To enter any command, you first need to get to the command mode by pressing Esc.
These are some of the most basic shortcuts for vi
CURSOR MOVEMENT OPTIONS:
These are shortcuts which help you position your cursor within the file.
- h – moves the cursor to the left. Similar to backspace
- j – moves down
- k – moves up
- l – moves right. Similar to a space bar
- Return key/Enter Key – Takes you to the beginning of the next line
- ^ – takes cursor to the first non-blank column of the current line
- w – moves to the beginning of the next word or a punctuation mark
- W – moves past the next space
- b – moves to the beginning of the previous word or a punctuation mark
- B – moves to the beginning of the previous word and ignores punctuation mark
- e – End of next word or punctuation mark
- E – end of next word and ignores punctuation mark
- H – moves the cursor to the top of the screen
- M – moves the cursor to the middle of the screen
- L – moves the cursor to the bottom of the screen
SCREEN MOVEMENT OPTIONS:
These shortcuts are useful while editing a large file.
- G – moves to the last line in the file
- xG – moves to line x within the file
- z+ – moves current line to the top of the screen
- z- – moves current line to the bottom of the screen
- ^F – move forward one screen. Similar to page down
- ^B – move backward one line
- ^D – move forward one half screen
- ^U – move backward one half screen
These shortcuts help you to insert or append within a file.
- r – replaces the character highlighted by the cursor with the next typed character
- R – keeps replacing the characters until escape is hit. Used when more than one character needs to be replaced
- i – Insert before the cursor position
- a – append after the cursor
- A – append at end of the line
- O – provides empty line above the cursor to add any content
These shortcuts will help you quickly delete contents within a file.
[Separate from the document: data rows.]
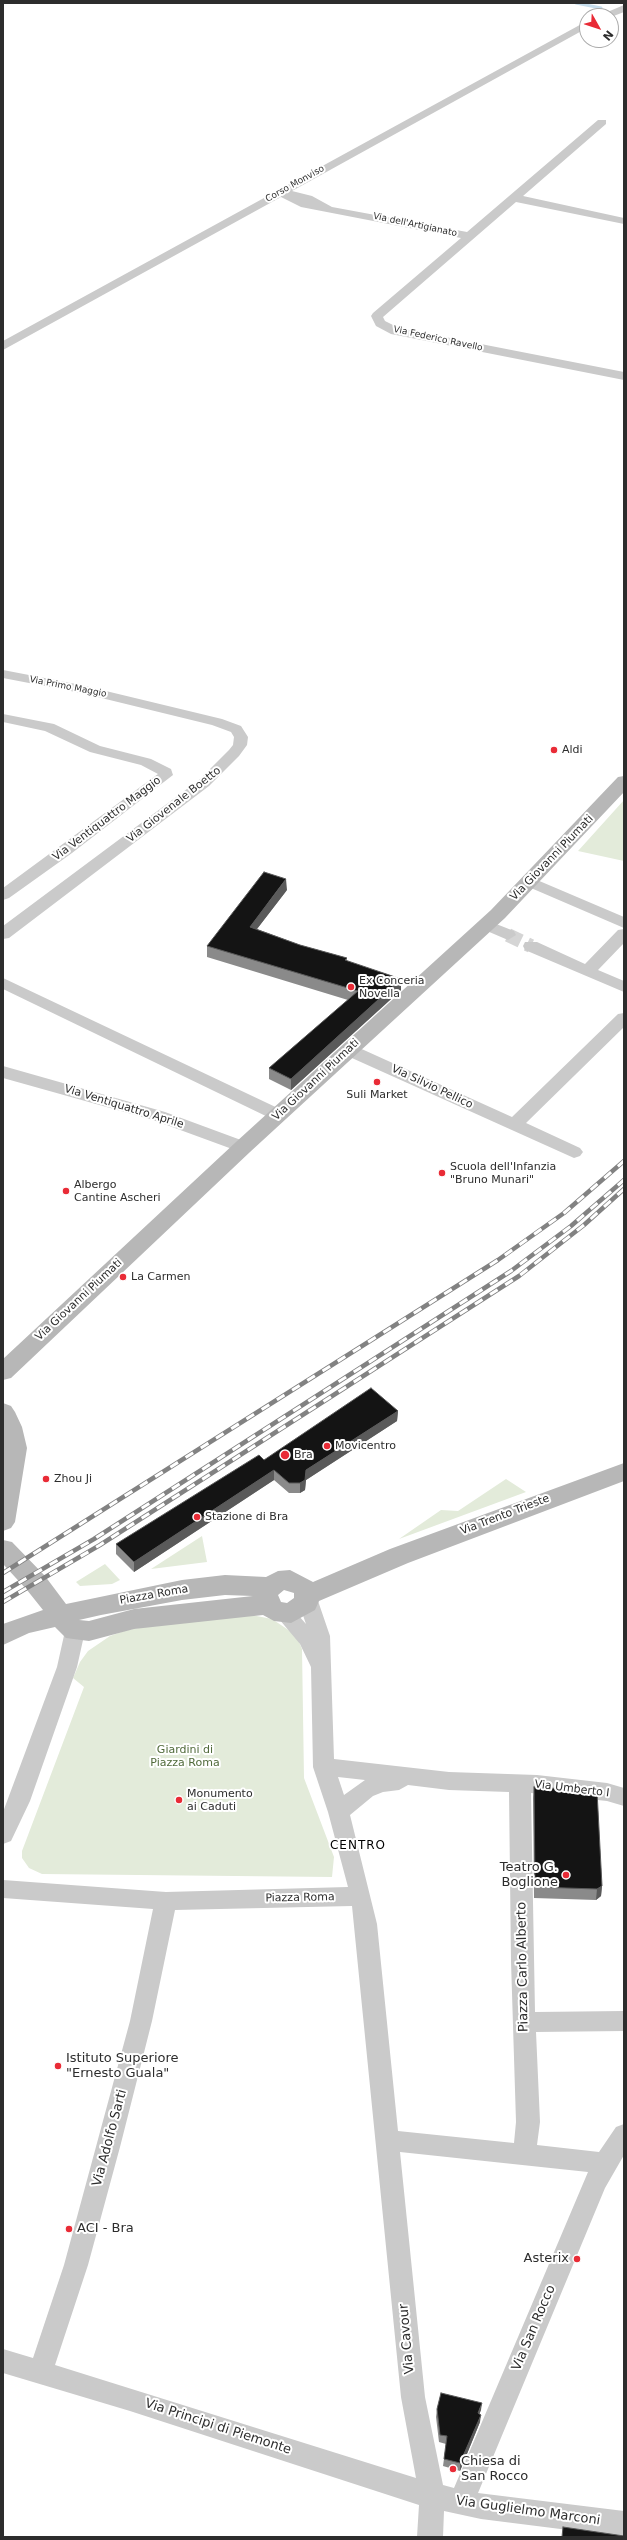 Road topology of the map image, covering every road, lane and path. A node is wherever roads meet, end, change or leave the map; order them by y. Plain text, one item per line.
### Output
1 (579, 28) edge
2 (602, 122) dead end
3 (306, 178) junction
4 (281, 192) junction
5 (514, 198) junction
6 (304, 201) junction
7 (255, 206) junction
8 (624, 220) edge
9 (469, 236) junction
10 (3, 346) edge
11 (624, 376) edge
12 (3, 674) edge
13 (132, 701) joint
14 (3, 718) edge
15 (624, 781) edge
16 (530, 882) junction
17 (3, 895) edge
18 (624, 923) edge
19 (486, 925) junction
20 (3, 934) edge
21 (624, 934) edge
22 (508, 935) tunnel mouth
23 (531, 946) tunnel mouth
24 (587, 971) junction
25 (3, 983) edge
26 (624, 987) edge
27 (624, 1018) edge
28 (349, 1050) junction
29 (3, 1072) edge
30 (278, 1115) junction
31 (514, 1125) junction
32 (243, 1147) junction
33 (574, 1152) dead end
34 (3, 1372) edge
35 (3, 1412) edge
36 (624, 1472) edge
37 (3, 1522) edge
38 (3, 1549) edge
39 (36, 1583) junction
40 (304, 1592) junction
41 (273, 1602) junction
42 (100, 1605) junction
43 (68, 1624) junction
44 (3, 1635) edge
45 (320, 1665) junction
46 (324, 1767) junction
47 (420, 1778) junction
48 (520, 1784) junction
49 (624, 1797) edge
50 (339, 1812) junction
51 (3, 1835) edge
52 (3, 1889) edge
53 (361, 1896) junction
54 (166, 1901) junction
55 (624, 2021) edge
56 (524, 2022) junction
57 (624, 2135) edge
58 (386, 2140) junction
59 (524, 2154) junction
60 (605, 2163) junction
61 (3, 2361) edge
62 (40, 2373) junction
63 (432, 2496) junction
64 (461, 2502) junction
65 (624, 2524) edge
66 (430, 2537) edge

1 - 3 street, Corso Monviso
2 - 5 street, Via dell'Artigianato
3 - 4 street, Corso Monviso
3 - 6 street
4 - 6 street, Via dell'Artigianato
4 - 7 street, Corso Monviso
5 - 8 street
5 - 9 street, Via dell'Artigianato
6 - 7 street, Via dell'Artigianato
6 - 9 street, Via dell'Artigianato
7 - 10 street, Corso Monviso
9 - 11 street, Via Federico Ravello
12 - 13 street, Via Primo Maggio
13 - 20 street, Via Giovenale Boetto
14 - 17 street, Via Ventiquattro Maggio
15 - 16 street, Via Giovanni Piumati
16 - 18 street
16 - 19 street, Via Giovanni Piumati
19 - 22 street
19 - 28 street, Via Giovanni Piumati
21 - 24 street
23 - 24 street
24 - 26 street
25 - 30 street
27 - 31 street
28 - 30 street, Via Giovanni Piumati
28 - 31 street, Via Silvio Pellico
29 - 32 street, Via Ventiquattro Aprile
30 - 32 street, Via Giovanni Piumati
31 - 33 street, Via Silvio Pellico
32 - 34 street, Via Giovanni Piumati
35 - 37 street
36 - 40 street, Via Trento Trieste
38 - 39 street
39 - 42 street
39 - 43 street
40 - 41 street
40 - 41 street
40 - 45 street
41 - 42 street, Piazza Roma
41 - 43 street, Piazza Roma
41 - 45 street
42 - 43 street, Piazza Roma
43 - 44 street
43 - 51 street
45 - 46 street
46 - 47 street
46 - 50 street
47 - 48 street
47 - 50 street
48 - 49 street, Via Umberto I
48 - 56 street, Piazza Carlo Alberto
50 - 53 street
52 - 54 street, Piazza Roma
53 - 54 street, Piazza Roma
53 - 58 street
54 - 62 street, Via Adolfo Sarti
55 - 56 street
56 - 59 street, Piazza Carlo Alberto
57 - 60 street, Via San Rocco
58 - 59 street
58 - 63 street, Via Cavour
59 - 60 street
60 - 64 street, Via San Rocco
61 - 62 street, Via Principi di Piemonte
62 - 63 street, Via Principi di Piemonte
63 - 64 street, Via Guglielmo Marconi
63 - 66 street, Via Cavour
64 - 65 street, Via Guglielmo Marconi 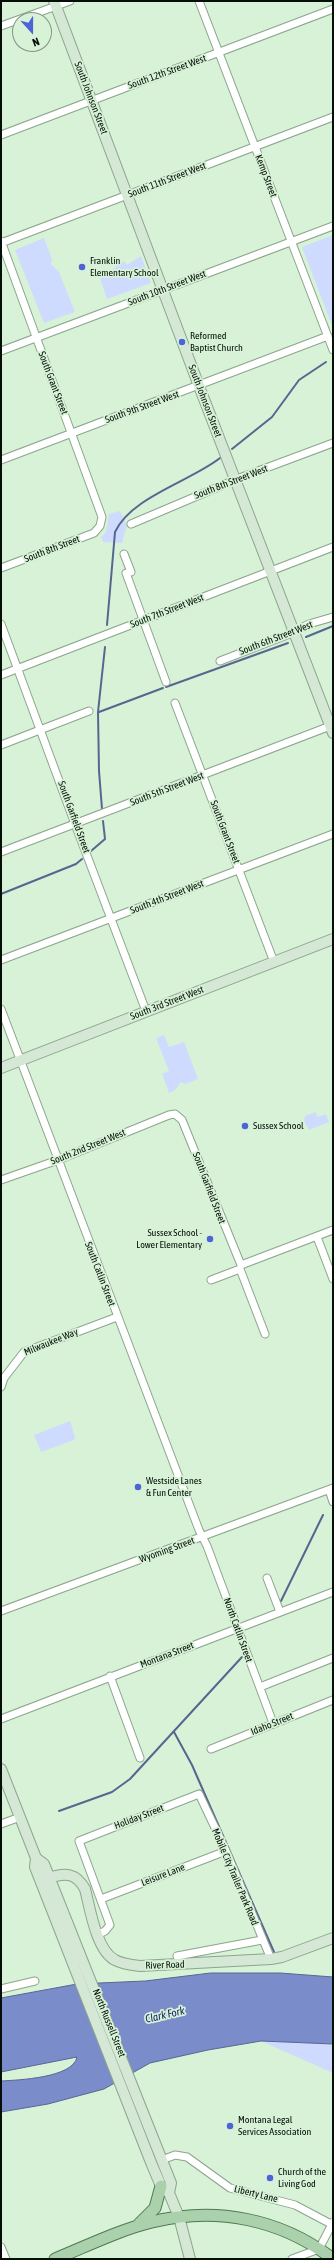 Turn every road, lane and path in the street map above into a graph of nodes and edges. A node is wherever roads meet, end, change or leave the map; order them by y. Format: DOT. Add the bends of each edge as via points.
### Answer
graph roads {
  1 [pos="70,1"];
  2 [pos="199,1"];
  3 [pos="55,4"];
  4 [pos="333,8"];
  5 [pos="1,26"];
  6 [pos="219,52"];
  7 [pos="91,100"];
  8 [pos="333,117"];
  9 [pos="1,135"];
  10 [pos="254,146"];
  11 [pos="127,196"];
  12 [pos="333,226"];
  13 [pos="291,241"];
  14 [pos="1,242"];
  15 [pos="163,289"];
  16 [pos="328,336"];
  17 [pos="36,338"];
  18 [pos="333,350"];
  19 [pos="1,351"];
  20 [pos="199,386"];
  21 [pos="72,433"];
  22 [pos="333,443"];
  23 [pos="1,460"];
  24 [pos="236,480"];
  25 [pos="131,524"];
  26 [pos="100,526"];
  27 [pos="333,547"];
  28 [pos="124,554"];
  29 [pos="1,568"];
  30 [pos="271,571"];
  31 [pos="333,618"];
  32 [pos="144,620"];
  33 [pos="1,624"];
  34 [pos="294,632"];
  35 [pos="220,661"];
  36 [pos="18,668"];
  37 [pos="1,675"];
  38 [pos="166,682"];
  39 [pos="175,703"];
  40 [pos="89,711"];
  41 [pos="332,728"];
  42 [pos="41,730"];
  43 [pos="1,745"];
  44 [pos="203,775"];
  45 [pos="75,824"];
  46 [pos="333,834"];
  47 [pos="1,852"];
  48 [pos="239,870"];
  49 [pos="112,918"];
  50 [pos="333,940"];
  51 [pos="1,960"];
  52 [pos="274,962"];
  53 [pos="1,1009"];
  54 [pos="146,1011"];
  55 [pos="21,1060"];
  56 [pos="1,1068"];
  57 [pos="175,1114"];
  58 [pos="58,1160"];
  59 [pos="1,1180"];
  60 [pos="333,1230"];
  61 [pos="317,1237"];
  62 [pos="240,1267"];
  63 [pos="333,1279"];
  64 [pos="211,1280"];
  65 [pos="117,1317"];
  66 [pos="265,1334"];
  67 [pos="1,1387"];
  68 [pos="331,1489"];
  69 [pos="333,1502"];
  70 [pos="203,1537"];
  71 [pos="267,1578"];
  72 [pos="333,1592"];
  73 [pos="1,1611"];
  74 [pos="280,1612"];
  75 [pos="238,1628"];
  76 [pos="333,1658"];
  77 [pos="110,1676"];
  78 [pos="260,1687"];
  79 [pos="333,1700"];
  80 [pos="1,1719"];
  81 [pos="273,1723"];
  82 [pos="211,1748"];
  83 [pos="140,1758"];
  84 [pos="1,1769"];
  85 [pos="199,1794"];
  86 [pos="20,1817"];
  87 [pos="1,1824"];
  88 [pos="226,1851"];
  89 [pos="36,1858"];
  90 [pos="49,1878"];
  91 [pos="100,1899"];
  92 [pos="97,1935"];
  93 [pos="333,1938"];
  94 [pos="262,1940"];
  95 [pos="177,1956"];
  96 [pos="271,1959"];
  97 [pos="35,1981"];
  98 [pos="1,1989"];
  99 [pos="162,2160"];
  100 [pos="165,2190"];
  101 [pos="179,2217"];
  102 [pos="332,2223"];
  103 [pos="133,2228"];
  104 [pos="1,2247"];
  105 [pos="319,2249"];
  106 [pos="68,2257"];
  107 [pos="6,2259"];
  108 [pos="56,2259"];
  109 [pos="190,2259"];
  110 [pos="292,2259"];
  111 [pos="333,2259"];
  1 -- 3 [label="street"];
  2 -- 6 [label="street, Kemp Street"];
  3 -- 5 [label="street"];
  3 -- 7 [label="main road, South Johnson Street"];
  4 -- 6 [label="street, South 12th Street West"];
  6 -- 7 [label="street, South 12th Street West"];
  6 -- 10 [label="street, Kemp Street"];
  7 -- 9 [label="street, South 12th Street West"];
  7 -- 11 [label="main road, South Johnson Street"];
  8 -- 10 [label="street, South 11th Street West"];
  10 -- 11 [label="street, South 11th Street West"];
  10 -- 13 [label="street, Kemp Street"];
  11 -- 14 [label="street, South 11th Street West"];
  11 -- 15 [label="main road, South Johnson Street"];
  12 -- 13 [label="street, South 10th Street West"];
  13 -- 15 [label="street, South 10th Street West"];
  13 -- 16 [label="street, Kemp Street"];
  14 -- 17 [label="street, South Grant Street"];
  15 -- 17 [label="street, South 10th Street West"];
  15 -- 20 [label="main road, South Johnson Street"];
  16 -- 18 [label="street, Kemp Street"];
  16 -- 20 [label="street, South 9th Street West"];
  17 -- 19 [label="street, South 10th Street West"];
  17 -- 21 [label="street, South Grant Street"];
  20 -- 21 [label="street, South 9th Street West"];
  20 -- 24 [label="main road, South Johnson Street"];
  21 -- 23 [label="street, South 9th Street West"];
  21 -- 26 [label="street, South Grant Street" via="102,513"];
  22 -- 24 [label="street, South 8th Street West"];
  24 -- 25 [label="street, South 8th Street West"];
  24 -- 30 [label="main road, South Johnson Street"];
  26 -- 29 [label="street, South 8th Street" via="88,536"];
  27 -- 30 [label="street, South 7th Street West"];
  28 -- 32 [label="street"];
  30 -- 32 [label="street, South 7th Street West"];
  30 -- 34 [label="main road, South Johnson Street"];
  31 -- 34 [label="street, South 6th Street West" via="309,624"];
  32 -- 36 [label="street, South 7th Street West"];
  32 -- 38 [label="street"];
  33 -- 36 [label="street, South Garfield Street"];
  34 -- 35 [label="street, South 6th Street West"];
  34 -- 41 [label="main road, South Johnson Street"];
  36 -- 37 [label="street, South 7th Street West"];
  36 -- 42 [label="street, South Garfield Street"];
  39 -- 44 [label="street, South Grant Street"];
  40 -- 42 [label="street"];
  41 -- 44 [label="street, South 5th Street West"];
  42 -- 43 [label="street"];
  42 -- 45 [label="street, South Garfield Street"];
  44 -- 45 [label="street, South 5th Street West"];
  44 -- 48 [label="street, South Grant Street"];
  45 -- 47 [label="street, South 5th Street West"];
  45 -- 49 [label="street, South Garfield Street"];
  46 -- 48 [label="street, South 4th Street West"];
  48 -- 49 [label="street, South 4th Street West"];
  48 -- 52 [label="street, South Grant Street"];
  49 -- 51 [label="street, South 4th Street West"];
  49 -- 54 [label="street, South Garfield Street"];
  50 -- 52 [label="main road, South 3rd Street West"];
  52 -- 54 [label="main road, South 3rd Street West"];
  53 -- 55 [label="street, South Catlin Street"];
  54 -- 55 [label="main road, South 3rd Street West"];
  55 -- 56 [label="main road, South 3rd Street West"];
  55 -- 58 [label="street, South Catlin Street"];
  57 -- 58 [label="street, South 2nd Street West"];
  57 -- 62 [label="street, South Garfield Street" via="182,1120"];
  58 -- 59 [label="street, South 2nd Street West"];
  58 -- 65 [label="street, South Catlin Street"];
  60 -- 61 [label="street"];
  61 -- 62 [label="street"];
  61 -- 63 [label="street"];
  62 -- 64 [label="street"];
  62 -- 66 [label="street, South Garfield Street"];
  65 -- 67 [label="street, Milwaukee Way" via="24,1352 4,1378"];
  65 -- 70 [label="street, South Catlin Street"];
  68 -- 69 [label="street"];
  68 -- 70 [label="street, Wyoming Street"];
  70 -- 73 [label="street, Wyoming Street"];
  70 -- 75 [label="street, North Catlin Street"];
  71 -- 74 [label="street"];
  72 -- 74 [label="street, Montana Street"];
  74 -- 75 [label="street, Montana Street"];
  75 -- 77 [label="street, Montana Street"];
  75 -- 78 [label="street, North Catlin Street"];
  76 -- 78 [label="street"];
  77 -- 80 [label="street, Montana Street"];
  77 -- 83 [label="street"];
  78 -- 81 [label="street, North Catlin Street"];
  79 -- 81 [label="street, Idaho Street"];
  81 -- 82 [label="street, Idaho Street"];
  84 -- 86 [label="main road, North Russell Street"];
  85 -- 88 [label="street, Mobile City Trailer Park Road"];
  85 -- 91 [label="street, Holiday Street" via="79,1841"];
  86 -- 87 [label="street"];
  86 -- 89 [label="main road, North Russell Street"];
  88 -- 91 [label="street, Leisure Lane"];
  88 -- 94 [label="street, Mobile City Trailer Park Road"];
  89 -- 90 [label="main road, North Russell Street" via="44,1864"];
  89 -- 100 [label="main road, North Russell Street" via="35,1867 73,1965"];
  90 -- 92 [label="main road, River Road" via="64,1874 72,1875 80,1881 85,1889"];
  90 -- 99 [label="main road, North Russell Street"];
  91 -- 92 [label="street" via="110,1925"];
  92 -- 96 [label="main road, River Road" via="107,1954 114,1960 132,1965"];
  93 -- 96 [label="main road, River Road"];
  94 -- 95 [label="street"];
  94 -- 96 [label="street, Mobile City Trailer Park Road"];
  97 -- 98 [label="street"];
  99 -- 100 [label="main road, North Russell Street" via="171,2183"];
  99 -- 102 [label="street, Liberty Lane" via="175,2155 187,2157 230,2188 295,2205"];
  100 -- 101 [label="main road, North Russell Street"];
  100 -- 103 [label="main road" via="155,2208"];
  101 -- 103 [label="main road"];
  101 -- 105 [label="main road" via="214,2216 261,2222 282,2229"];
  101 -- 109 [label="main road, North Russell Street"];
  102 -- 105 [label="street"];
  103 -- 106 [label="main road"];
  104 -- 107 [label="street"];
  105 -- 110 [label="street"];
  105 -- 111 [label="main road"];
  106 -- 108 [label="main road"];
}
- x – deletes a character at the cursor position
- dd – deletes complete line under cursor position
- dw – deletes word under cursor position
- db – deletes word before the cursor position
- yy – Also referred as Yank, it can be used to copy lines and then paste by using the put (p) command. Precede with a count to copy multiple lines
- P – Put command, Brings back previous deletion or yank of lines or words or characters. Places this before the cursor position
- p – Put command. Places this after the cursor position
- . – A dot is used to repeat the last command
- u – undoes the last command
- U – undoes all executed commands on one line
- xp – Character swap. Used to swap two characters
- J – Joins current line with next line
- ^G – displays current line number
- % – If at one parenthesis, will jump to its end or start matching parenthesis
- mx – Marks current line with character x
- ‘x – Finds line marked with character x
- :$ – Move to the last line of the file
- :# – The command followed by a number will move to the line number which is specified
- :w – saved the current file without quitting
- :r filename – copies contents of the file mentioned in the command and places it in the current file after the cursor position
- ? – Command is used with a word to be searched. Finds a word going backward
- / – Command is used with a word to be searched. Finds a word going forward
- f – finds a character on the line under the cursor going forward
- F – finds a character on the line under the cursor going backward
These commands should be more than enough to get you started with vim.
Once you get comfortable with it, you’ll never look back!